The group exhibition C.O.S.M.O.G.O.N.I.E.S. opened at Gallery Pikto (Branimir Center in Zagreb) on Tuesday, May 8th 2018 at 8 pm. The exhibition is available for visit until May 15th, Monday to Friday from 5:00 pm to 8:00 pm.
From the catalogue:
The C.O.S.M.O.G.O.N.I.E.S. project, which demonstrates the interdisciplinary and multimedia networking of contemporary visual practices and conceptual strategies of five assembled artists – Lena Franolić, Vedrana Valenčić, Maja Radešić, Igor Gržetić and Lea Čeč – offers a variety of different but interconnected exhibits related primarily to visual (images, drawing, collage, photography, computer graphics, video), as well as textual (poetry) reflections on cosmogonic ideas and theories, in terms of (meta)physics and theology of origin and development of the universe largely reduced to an archetypal matrix.

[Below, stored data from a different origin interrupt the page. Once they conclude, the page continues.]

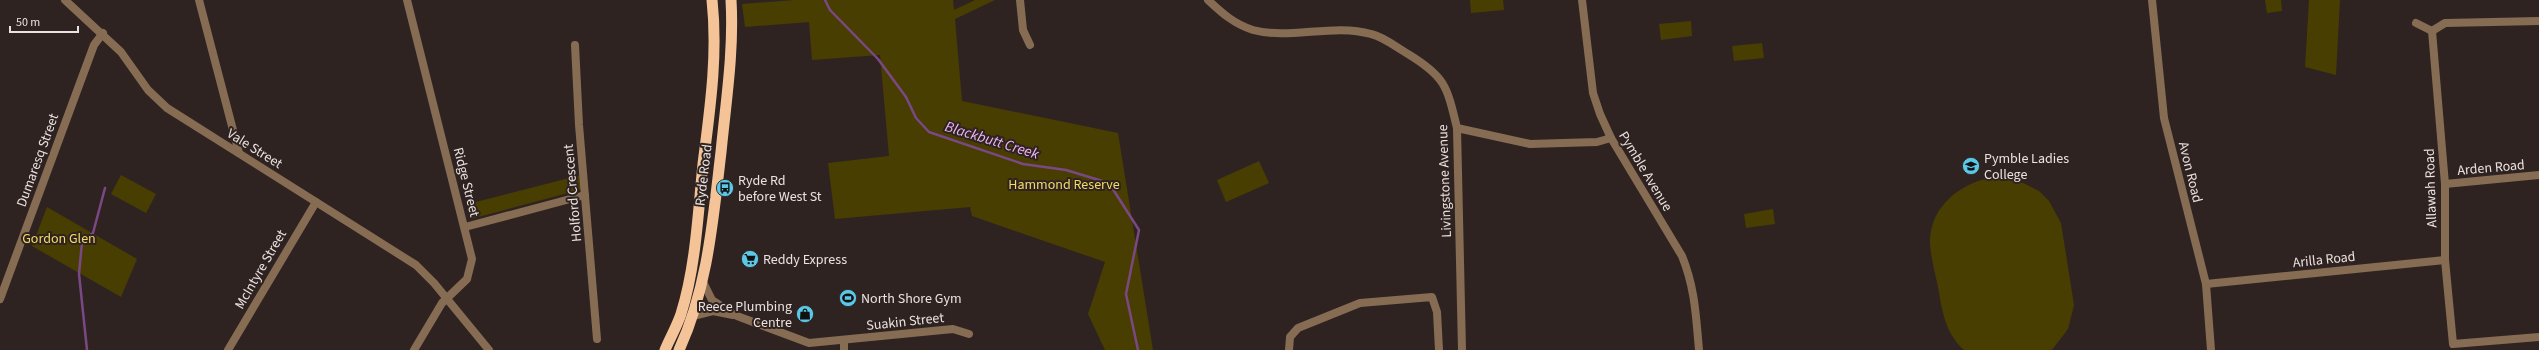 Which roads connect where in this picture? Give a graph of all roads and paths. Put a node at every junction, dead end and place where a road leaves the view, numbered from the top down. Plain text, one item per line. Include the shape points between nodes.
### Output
1 (65, 0) edge
2 (199, 0) edge
3 (408, 0) edge
4 (712, 0) edge
5 (731, 0) edge
6 (1020, 0) edge
7 (1208, 0) edge
8 (1582, 0) edge
9 (2152, 0) edge
10 (2539, 21) edge
11 (2416, 23) dead end
12 (2432, 31) junction
13 (103, 33) junction
14 (575, 45) dead end
15 (1030, 45) dead end
16 (1457, 128) junction
17 (1611, 138) junction
18 (239, 153) junction
19 (2539, 176) edge
20 (2445, 184) junction
21 (585, 195) junction
22 (316, 202) junction
23 (465, 226) junction
24 (2445, 260) junction
25 (703, 282) junction
26 (2206, 284) junction
27 (0, 299) edge
28 (447, 299) junction
29 (680, 316) junction
30 (693, 316) junction
31 (737, 316) junction
32 (969, 334) dead end
33 (2539, 337) edge
34 (597, 339) dead end
35 (844, 346) edge
36 (228, 350) edge
37 (414, 350) edge
38 (489, 350) edge
39 (660, 350) edge
40 (665, 350) edge
41 (680, 350) edge
42 (1289, 350) edge
43 (1439, 350) edge
44 (1462, 350) edge
45 (1699, 350) edge
46 (2211, 350) edge

1 - 13 street, Vale Street
2 - 18 street
3 - 23 street, Ridge Street
4 - 29 highway, Ryde Road via 715,26 713,83 694,246
5 - 25 highway, Ryde Road via 728,94
6 - 15 street via 1023,30
7 - 16 street, Livingstone Avenue via 1229,19 1252,30 1364,32 1380,37 1429,66 1439,76 1448,94
8 - 17 street, Pymble Avenue via 1593,93
9 - 26 street, Avon Road via 2164,118
10 - 12 street via 2445,23
11 - 12 street
12 - 20 street, Allawah Road
13 - 18 street, Vale Street via 157,99
13 - 27 street, Dumaresq Street via 94,45
14 - 21 street, Holford Crescent
16 - 17 street via 1530,144 1597,142
16 - 44 street, Livingstone Avenue
17 - 45 street, Pymble Avenue via 1682,256 1693,287
18 - 22 street, Vale Street
19 - 20 street, Arden Road
20 - 24 street, Allawah Road
21 - 23 street
21 - 34 street, Holford Crescent
22 - 28 street, Vale Street via 416,265
22 - 36 street, McIntyre Street
23 - 28 street, Ridge Street via 472,259 471,269 466,279
24 - 26 street, Arilla Road
24 - 33 street, Allawah Road via 2453,344
25 - 30 highway, Ryde Road
25 - 31 street via 712,300
26 - 46 street, Avon Road
28 - 37 street, Ridge Street via 442,303
28 - 38 street
29 - 39 highway
29 - 40 highway, Ryde Road
30 - 31 street via 713,311
30 - 41 highway, Ryde Road
31 - 35 street, Suakin Street via 809,343
32 - 35 street, Suakin Street via 953,329
42 - 43 street via 1290,337 1298,328 1360,303 1432,297 1437,312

The creations of Lena Franolić (paintings and drawings) and Vedrana Valenčić (photographs, video, poetry), while considering the creative approach, are interesting at first to connect with two modernist directions that were successfully projected in the postmodern period – (neo)expressionism and (neo)symbolism. Expressionism because the creative process is based on the mechanism of automatism, that is, on the materialization of uninterrupted sequences of thoughts (Lena) or the literal transfer – through recording of accidentally detected and then captured energy structures (Vedrana) in the visual or textual medium; while symbolism – because it is close to iconology: thought projected and captured in the iconographic structure of the work. It is precisely this exploration of personal visual genesis that introduces the theory of mimesis according to which the task of creating in one of the media is to convey reality as it is. However, the modern theory of objection has been completely rejected by mimesis, because our visual apparatus does not see the world as it really is, which means that its true visual materialization is impossible. The abolition of mimesis also eliminates the distinction between abstraction and realism, which on several levels (consciously or unconsciously) consider, both Lena’s and Vedrana’s works. But while abstraction is mostly communicated at first, realism becomes accessible through thematic analysis, because it is the visualization – evocation of concrete, yet often elusive, segments of reality such as energies, emotions, or symbols, often understood in their (deeply) mystical essence.